Exercise brief. Using the data below, return the stretch from the line that contains "index dip: (780, 768)" through the line that contains "pinky tip: (1062, 711)", both included, exactly as it stands and nothing beyond it.

Task data.
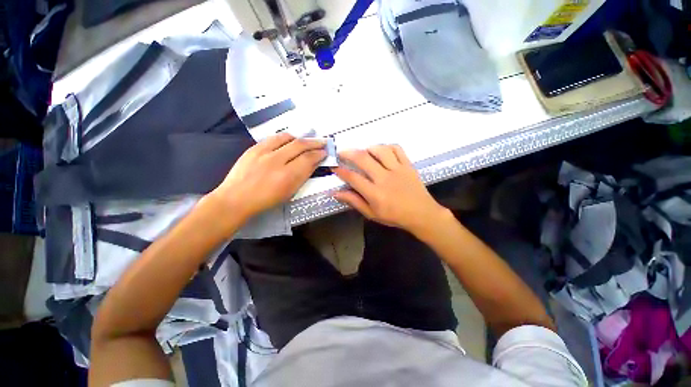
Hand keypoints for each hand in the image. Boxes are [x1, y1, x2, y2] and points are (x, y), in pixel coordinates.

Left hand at [210, 133, 325, 219]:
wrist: (236, 199)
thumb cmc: (266, 200)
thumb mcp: (289, 192)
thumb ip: (302, 176)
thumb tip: (313, 163)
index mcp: (287, 177)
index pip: (308, 159)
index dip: (319, 154)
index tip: (325, 152)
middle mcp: (277, 161)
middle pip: (300, 145)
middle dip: (314, 143)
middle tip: (323, 142)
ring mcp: (263, 152)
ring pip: (287, 138)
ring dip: (301, 138)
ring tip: (308, 140)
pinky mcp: (253, 148)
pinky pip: (273, 138)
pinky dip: (286, 137)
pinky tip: (290, 139)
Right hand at [332, 145, 447, 234]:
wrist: (421, 214)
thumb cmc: (394, 216)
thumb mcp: (371, 213)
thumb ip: (354, 201)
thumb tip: (336, 193)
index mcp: (375, 193)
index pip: (353, 178)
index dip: (341, 171)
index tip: (335, 167)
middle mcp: (384, 178)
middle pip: (363, 159)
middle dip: (349, 153)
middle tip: (342, 152)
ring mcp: (397, 169)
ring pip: (380, 150)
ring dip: (368, 148)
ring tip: (363, 152)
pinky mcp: (407, 165)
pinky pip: (397, 149)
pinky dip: (387, 146)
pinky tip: (382, 151)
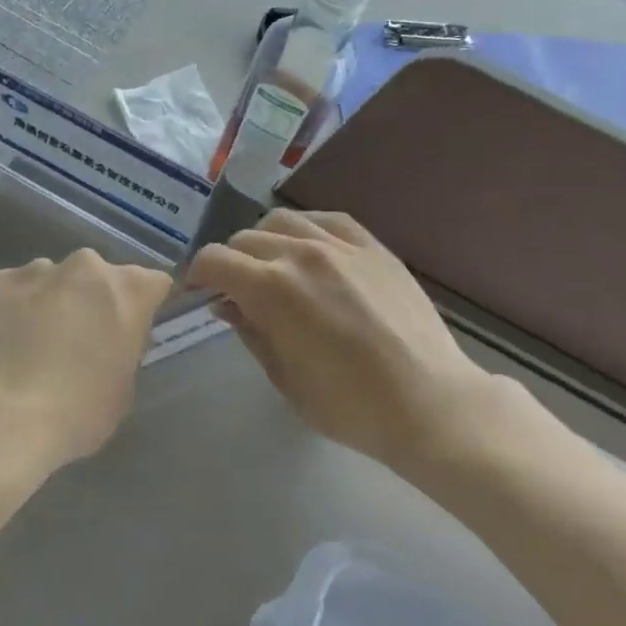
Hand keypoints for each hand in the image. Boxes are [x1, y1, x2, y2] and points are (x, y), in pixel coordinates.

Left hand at [0, 249, 171, 477]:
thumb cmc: (77, 413)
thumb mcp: (123, 388)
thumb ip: (125, 350)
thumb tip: (112, 342)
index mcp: (129, 290)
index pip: (153, 283)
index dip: (145, 306)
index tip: (134, 331)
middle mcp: (86, 267)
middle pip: (99, 276)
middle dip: (94, 300)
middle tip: (82, 340)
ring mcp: (37, 270)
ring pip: (54, 279)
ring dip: (54, 301)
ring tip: (36, 343)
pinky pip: (16, 289)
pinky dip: (16, 307)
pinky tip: (6, 341)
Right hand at [185, 209, 496, 473]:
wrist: (428, 403)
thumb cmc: (348, 405)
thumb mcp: (284, 377)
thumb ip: (251, 331)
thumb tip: (228, 303)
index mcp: (271, 288)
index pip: (215, 260)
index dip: (197, 274)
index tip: (199, 292)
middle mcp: (301, 253)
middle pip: (245, 239)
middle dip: (229, 262)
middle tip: (235, 290)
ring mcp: (341, 245)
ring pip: (282, 221)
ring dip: (264, 241)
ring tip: (271, 266)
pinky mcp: (373, 247)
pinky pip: (328, 220)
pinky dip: (306, 229)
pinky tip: (308, 248)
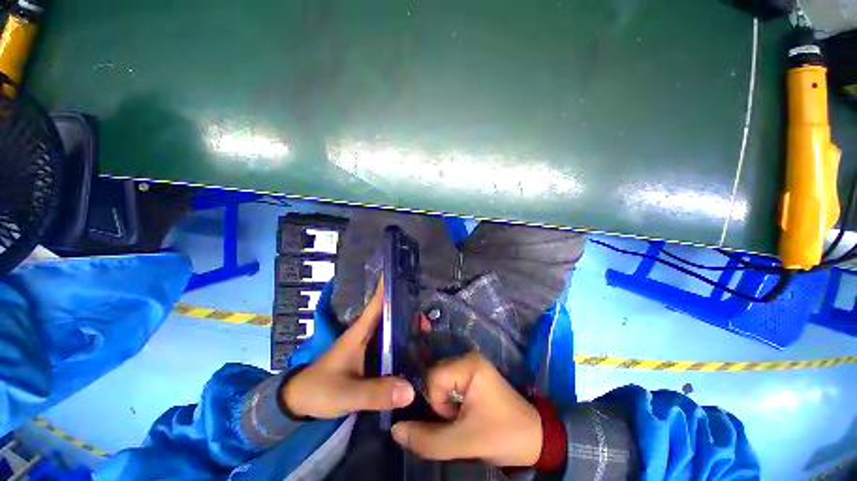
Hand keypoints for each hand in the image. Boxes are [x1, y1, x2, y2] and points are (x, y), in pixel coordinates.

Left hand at [282, 281, 415, 418]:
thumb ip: (376, 393)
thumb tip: (411, 390)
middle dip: (410, 312)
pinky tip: (415, 351)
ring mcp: (370, 344)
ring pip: (393, 329)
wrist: (302, 401)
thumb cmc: (321, 390)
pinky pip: (391, 345)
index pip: (378, 301)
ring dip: (409, 328)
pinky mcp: (371, 356)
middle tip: (429, 319)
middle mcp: (368, 332)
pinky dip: (403, 344)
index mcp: (361, 331)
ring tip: (428, 333)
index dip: (390, 285)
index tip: (406, 273)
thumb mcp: (347, 393)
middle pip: (391, 314)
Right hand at [391, 353, 542, 467]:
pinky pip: (448, 386)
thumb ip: (428, 439)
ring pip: (439, 383)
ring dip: (444, 405)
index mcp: (469, 364)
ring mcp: (470, 366)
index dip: (436, 403)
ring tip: (462, 419)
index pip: (433, 377)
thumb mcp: (464, 442)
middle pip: (434, 378)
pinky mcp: (472, 376)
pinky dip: (449, 403)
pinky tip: (462, 414)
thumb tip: (395, 429)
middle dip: (440, 404)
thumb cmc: (502, 435)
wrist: (534, 439)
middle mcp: (467, 358)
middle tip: (458, 420)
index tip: (453, 419)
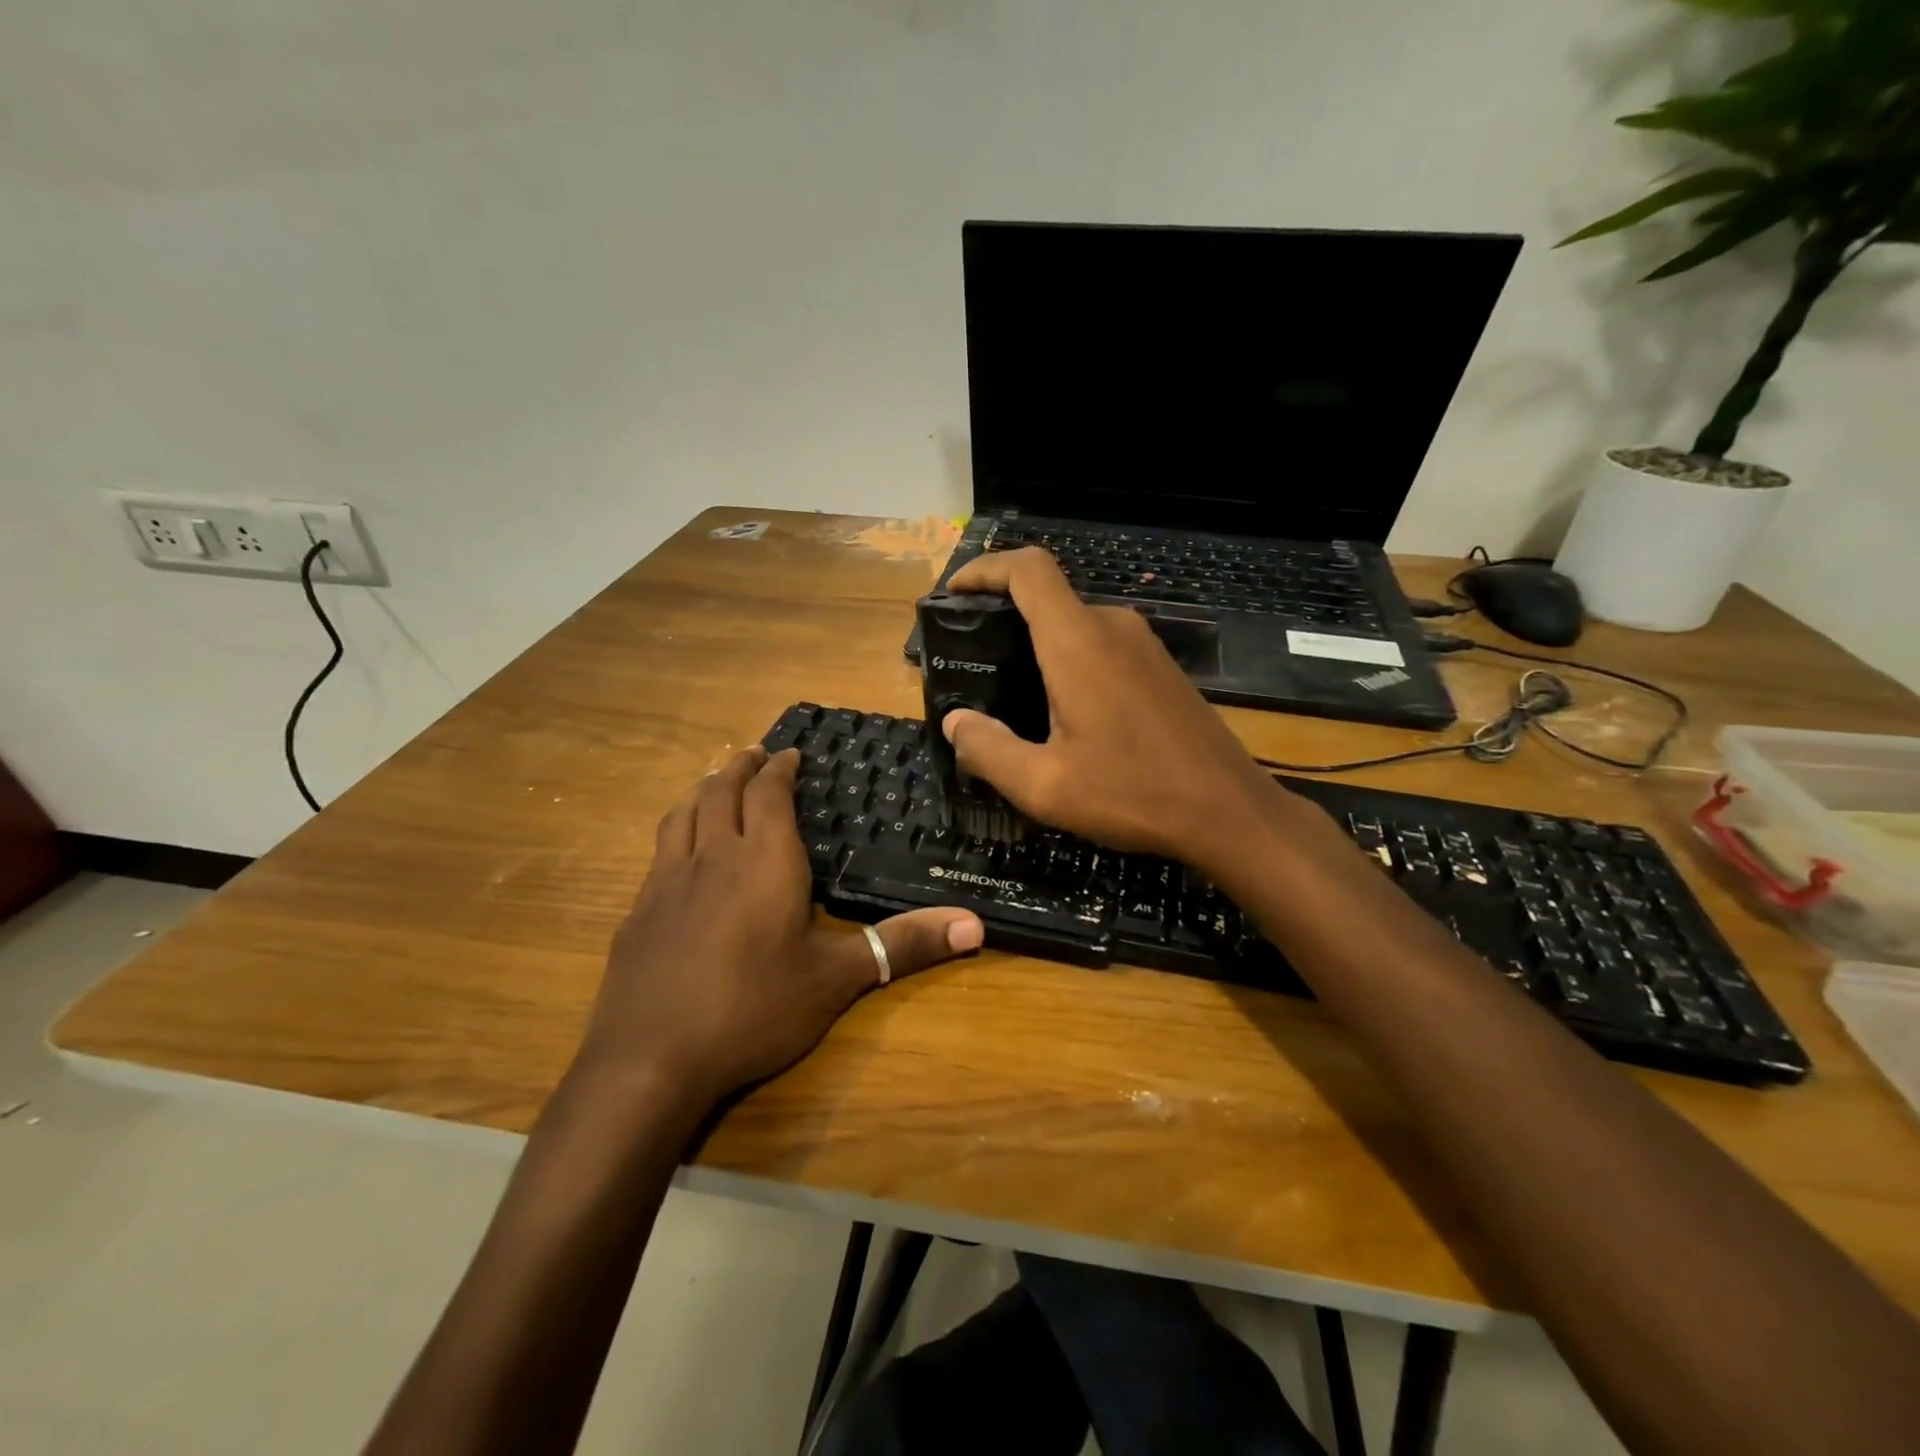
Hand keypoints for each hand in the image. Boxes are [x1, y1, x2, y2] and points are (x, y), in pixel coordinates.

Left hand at [574, 746, 984, 1109]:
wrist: (651, 1059)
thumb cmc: (755, 1008)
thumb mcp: (837, 978)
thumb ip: (903, 945)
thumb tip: (975, 926)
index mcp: (765, 860)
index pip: (770, 793)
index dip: (780, 768)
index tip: (790, 753)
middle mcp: (714, 856)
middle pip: (721, 791)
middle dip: (740, 767)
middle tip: (755, 755)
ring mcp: (667, 881)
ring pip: (683, 814)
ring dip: (702, 790)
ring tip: (714, 783)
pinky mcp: (639, 910)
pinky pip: (659, 850)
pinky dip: (675, 830)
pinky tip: (678, 852)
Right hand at [942, 548, 1297, 873]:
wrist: (1229, 811)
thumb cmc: (1134, 793)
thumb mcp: (1045, 785)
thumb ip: (988, 750)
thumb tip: (955, 722)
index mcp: (1078, 643)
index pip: (1028, 570)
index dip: (985, 569)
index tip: (954, 592)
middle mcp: (1112, 628)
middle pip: (1048, 597)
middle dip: (1003, 617)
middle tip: (972, 663)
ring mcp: (1143, 646)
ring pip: (1075, 624)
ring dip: (1037, 644)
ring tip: (1009, 693)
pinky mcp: (1160, 667)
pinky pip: (1101, 646)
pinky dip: (1069, 660)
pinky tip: (1062, 711)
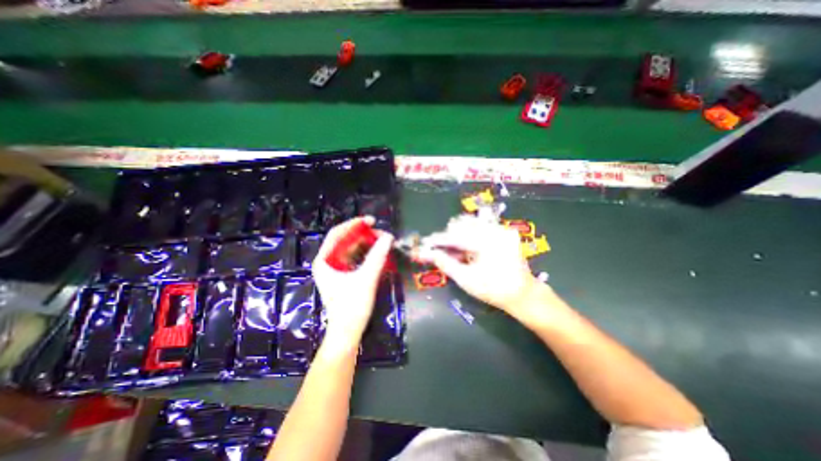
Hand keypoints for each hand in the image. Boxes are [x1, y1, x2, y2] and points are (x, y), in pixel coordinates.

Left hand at [312, 218, 394, 353]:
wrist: (347, 332)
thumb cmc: (352, 306)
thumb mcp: (366, 278)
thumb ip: (377, 256)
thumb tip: (388, 236)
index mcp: (324, 261)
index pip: (337, 234)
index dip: (354, 224)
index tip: (371, 221)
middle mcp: (327, 262)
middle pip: (345, 240)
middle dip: (363, 235)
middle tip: (382, 234)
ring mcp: (335, 269)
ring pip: (351, 249)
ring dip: (366, 243)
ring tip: (382, 241)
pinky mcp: (343, 275)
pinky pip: (355, 258)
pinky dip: (366, 253)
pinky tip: (377, 252)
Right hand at [419, 216, 546, 323]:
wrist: (523, 294)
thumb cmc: (493, 289)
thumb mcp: (466, 279)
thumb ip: (446, 264)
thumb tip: (429, 253)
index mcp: (485, 242)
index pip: (455, 235)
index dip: (439, 239)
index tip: (427, 242)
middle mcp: (494, 230)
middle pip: (463, 224)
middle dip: (449, 235)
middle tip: (441, 249)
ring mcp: (501, 229)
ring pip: (472, 223)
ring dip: (458, 233)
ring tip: (453, 248)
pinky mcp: (504, 232)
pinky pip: (481, 227)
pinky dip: (470, 234)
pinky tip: (466, 246)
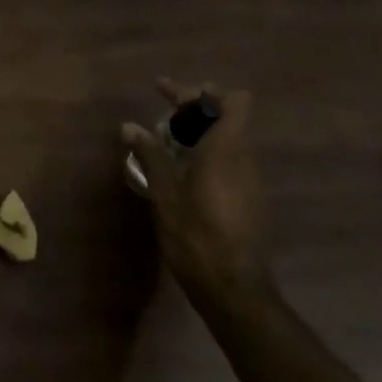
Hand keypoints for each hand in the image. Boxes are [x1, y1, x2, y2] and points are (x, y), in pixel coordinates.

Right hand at [121, 79, 270, 313]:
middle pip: (227, 118)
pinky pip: (230, 161)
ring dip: (200, 133)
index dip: (204, 92)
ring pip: (229, 140)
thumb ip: (151, 156)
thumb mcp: (165, 195)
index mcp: (225, 150)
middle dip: (195, 110)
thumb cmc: (196, 236)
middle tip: (162, 114)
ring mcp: (251, 181)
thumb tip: (130, 126)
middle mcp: (244, 159)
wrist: (234, 289)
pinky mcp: (250, 200)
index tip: (170, 94)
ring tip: (167, 143)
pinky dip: (207, 154)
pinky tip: (183, 172)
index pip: (232, 102)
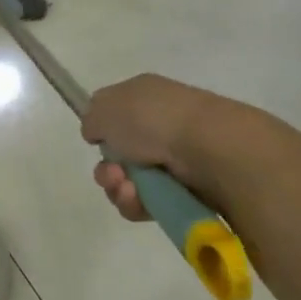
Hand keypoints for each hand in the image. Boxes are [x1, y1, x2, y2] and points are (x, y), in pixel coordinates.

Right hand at [82, 73, 225, 223]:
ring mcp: (174, 159)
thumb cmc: (153, 119)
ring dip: (119, 188)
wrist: (208, 149)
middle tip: (112, 173)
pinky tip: (138, 200)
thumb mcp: (106, 107)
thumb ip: (92, 118)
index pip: (114, 111)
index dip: (101, 128)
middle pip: (119, 154)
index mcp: (144, 95)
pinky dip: (138, 204)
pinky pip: (149, 203)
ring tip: (127, 189)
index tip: (94, 139)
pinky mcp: (185, 192)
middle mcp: (160, 124)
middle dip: (107, 168)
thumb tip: (97, 131)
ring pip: (130, 182)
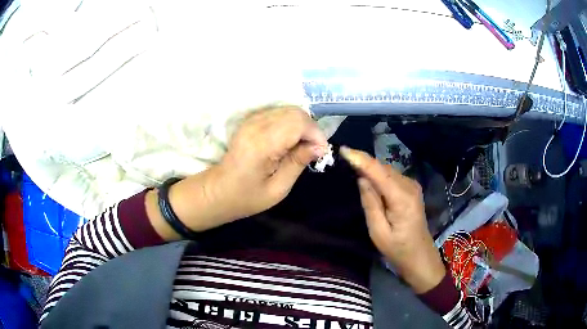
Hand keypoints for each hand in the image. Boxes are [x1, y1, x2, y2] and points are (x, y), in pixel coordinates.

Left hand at [212, 106, 327, 222]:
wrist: (217, 191)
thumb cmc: (246, 196)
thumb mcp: (278, 189)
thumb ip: (298, 163)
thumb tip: (320, 147)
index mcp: (261, 144)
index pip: (298, 123)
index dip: (315, 134)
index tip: (320, 153)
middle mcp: (255, 125)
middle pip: (295, 112)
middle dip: (310, 129)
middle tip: (312, 150)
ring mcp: (251, 120)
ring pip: (288, 110)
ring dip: (301, 125)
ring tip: (301, 147)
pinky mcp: (250, 120)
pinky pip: (278, 113)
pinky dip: (290, 123)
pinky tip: (288, 141)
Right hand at [340, 146, 445, 293]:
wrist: (419, 255)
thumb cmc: (397, 249)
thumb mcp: (378, 232)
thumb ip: (370, 203)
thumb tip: (362, 178)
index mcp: (401, 198)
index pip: (378, 172)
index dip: (360, 159)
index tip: (343, 149)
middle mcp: (409, 186)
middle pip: (383, 168)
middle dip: (363, 160)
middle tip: (344, 156)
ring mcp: (412, 186)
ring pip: (387, 170)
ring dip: (370, 166)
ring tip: (352, 164)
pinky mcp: (411, 189)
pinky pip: (391, 176)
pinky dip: (378, 173)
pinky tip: (369, 176)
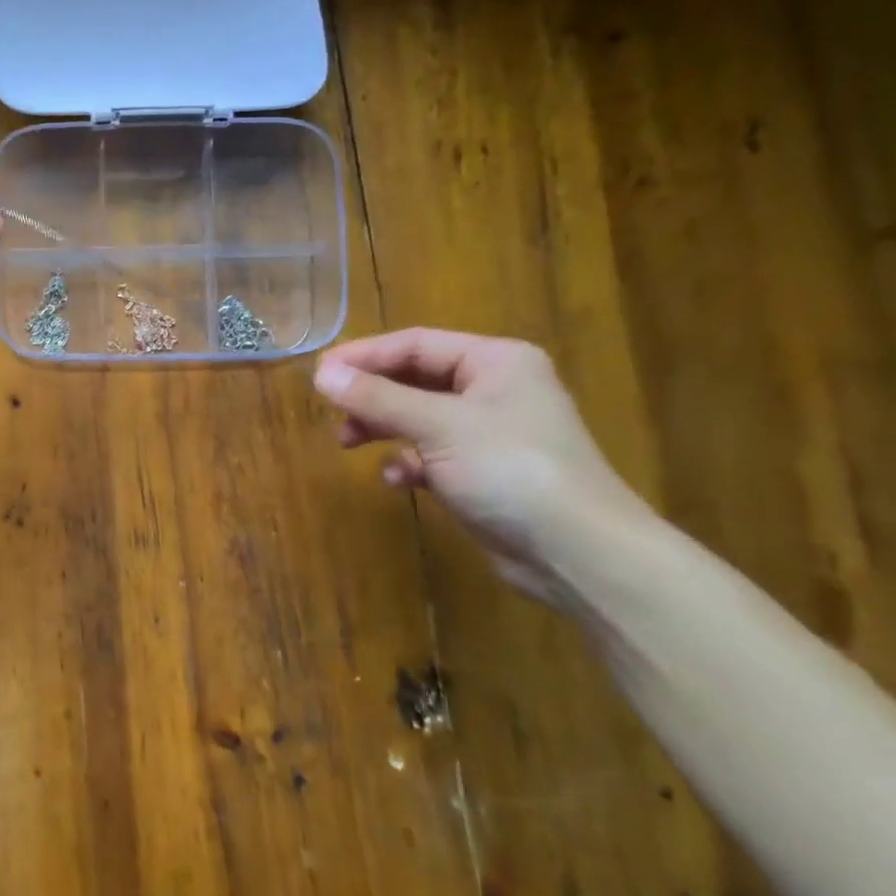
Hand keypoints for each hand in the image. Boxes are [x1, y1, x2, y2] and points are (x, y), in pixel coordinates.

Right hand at [313, 329, 646, 603]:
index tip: (319, 373)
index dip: (364, 355)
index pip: (415, 344)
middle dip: (370, 395)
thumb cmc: (510, 469)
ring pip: (417, 417)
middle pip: (414, 379)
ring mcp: (488, 432)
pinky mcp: (481, 471)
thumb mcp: (438, 426)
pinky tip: (397, 480)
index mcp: (494, 362)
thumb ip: (377, 398)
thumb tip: (321, 375)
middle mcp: (493, 389)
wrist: (577, 552)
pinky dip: (408, 461)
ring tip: (347, 443)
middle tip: (330, 409)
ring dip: (382, 427)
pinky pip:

Exercise response.
index dip: (780, 768)
index tip: (790, 753)
middle mcp: (714, 856)
middle pip: (721, 791)
middle dip: (740, 767)
middle tip: (755, 755)
ring mcp: (667, 881)
ring pip: (683, 814)
ring dip: (702, 790)
ring tip: (714, 783)
pinky mcp: (639, 910)
pinky pip: (659, 850)
pinky dip: (675, 830)
pinky tip: (678, 852)
Right hand at [942, 548, 1297, 873]:
wrist: (1229, 811)
thumb cmc: (1134, 793)
thumb mcp: (1045, 785)
thumb ip: (988, 750)
thumb tip: (955, 722)
index mcp: (1078, 643)
index pip: (1028, 570)
index dip: (985, 569)
index tip: (954, 592)
middle mcp: (1112, 628)
middle pip: (1048, 597)
middle dip: (1003, 617)
middle tip: (972, 663)
ring mcp: (1143, 646)
ring pip: (1075, 624)
ring dip: (1037, 644)
ring tip: (1009, 693)
pinky mcp: (1160, 667)
pinky pip: (1101, 646)
pinky dip: (1069, 660)
pinky tip: (1062, 711)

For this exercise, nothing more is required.